Getting a bread-u-cation

On April 30, the Redmond Reporter got a “bread-u-cation” from Ross and Elizabeth Tasche, a young Redmond couple who’ve started an old-fashioned business called Home Bread.

On April 30, the Redmond Reporter got a “bread-u-cation” from Ross and Elizabeth Tasche, a young Redmond couple who’ve started an old-fashioned business called Home Bread.

As the name suggests, they make home-style bread in a commercial kitchen at their home. It’s baked in a brick oven which Ross and his dad built in their yard near Ames Lake.

“The style of the oven dates back to the Roman era and our bread is fashioned in an ancient way, as well,” Elizabeth explained. “My husband mixes all the dough by hand and we use a natural sourdough culture for leavening and flavor, rather than commercial or hybridized yeast.

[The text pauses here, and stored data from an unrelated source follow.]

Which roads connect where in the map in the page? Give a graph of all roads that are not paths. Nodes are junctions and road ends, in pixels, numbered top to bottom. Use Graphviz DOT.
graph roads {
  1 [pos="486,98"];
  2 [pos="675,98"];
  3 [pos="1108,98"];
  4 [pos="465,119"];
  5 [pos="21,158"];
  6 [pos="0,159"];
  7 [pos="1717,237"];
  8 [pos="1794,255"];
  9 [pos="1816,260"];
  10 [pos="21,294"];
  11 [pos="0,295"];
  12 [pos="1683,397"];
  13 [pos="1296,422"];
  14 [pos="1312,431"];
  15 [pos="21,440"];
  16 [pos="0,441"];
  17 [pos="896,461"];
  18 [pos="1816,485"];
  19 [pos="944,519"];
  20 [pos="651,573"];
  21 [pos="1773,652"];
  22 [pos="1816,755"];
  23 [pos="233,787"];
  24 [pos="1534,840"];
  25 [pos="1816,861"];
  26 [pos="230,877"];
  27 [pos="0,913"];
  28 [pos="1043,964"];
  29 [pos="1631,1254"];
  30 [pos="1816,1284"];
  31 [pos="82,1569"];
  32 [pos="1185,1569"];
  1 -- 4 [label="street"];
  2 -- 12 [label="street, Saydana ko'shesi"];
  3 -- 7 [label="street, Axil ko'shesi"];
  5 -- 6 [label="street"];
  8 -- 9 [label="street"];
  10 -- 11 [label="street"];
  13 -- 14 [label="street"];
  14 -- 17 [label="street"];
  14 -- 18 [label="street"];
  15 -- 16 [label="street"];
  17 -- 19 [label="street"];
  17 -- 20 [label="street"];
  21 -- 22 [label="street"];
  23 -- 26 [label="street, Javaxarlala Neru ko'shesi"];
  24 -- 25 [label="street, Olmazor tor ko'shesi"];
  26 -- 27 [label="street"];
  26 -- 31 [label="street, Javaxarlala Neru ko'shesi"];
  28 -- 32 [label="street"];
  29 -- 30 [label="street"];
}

No one on the coast is doing this because it takes a full day for the culture — yeast and bacteria — to do its work, but the flavor and health benefits are fantastic.”

Presently, Ross works at a grocery store three days a week and the couple is selling Home Bread only at the Redmond Saturday Market, but would like to take the concept into a full-time operation.

The Tasches met as English majors at Westmont College in Santa Barbara. After marrying straight out of college, they spent time living in Greece and Austria, where Ross loved working as a cook and the European lifestyle, especially the friendly, local markets and the ways that people of different generations happily spend time together. But when Ross couldn’t get a work visa, they returned to Washington state, where they live with his parents and their two young daughters.

He likes to think of Home Bread’s products and the affectionate environment in which they’re produced as “bringing bread back as the staff of life” and added, “The best times are spent here with my family.”

Noting that nearly every grocery store now claims to sell “artisan bread,” he chuckled, “What is artisan bread, anyway?”

He uses a wild yeast, and unbromiated/unbleached, locally-grown grains which he grinds in his own stone mill “in a cold mill process to keep vitamins in. I have a personal connection with a miller. No one has their own miller anymore,” he marveled.

The Tasches are selling their Home Bread in three sizes, priced at $3, $5 and $7 and plan to bring 60-70 loaves to the Redmond Saturday Market each week. The market is open from 9 a.m.- 3 p.m. at 7730 Leary Way, the Northwest corner of Redmond Town Center.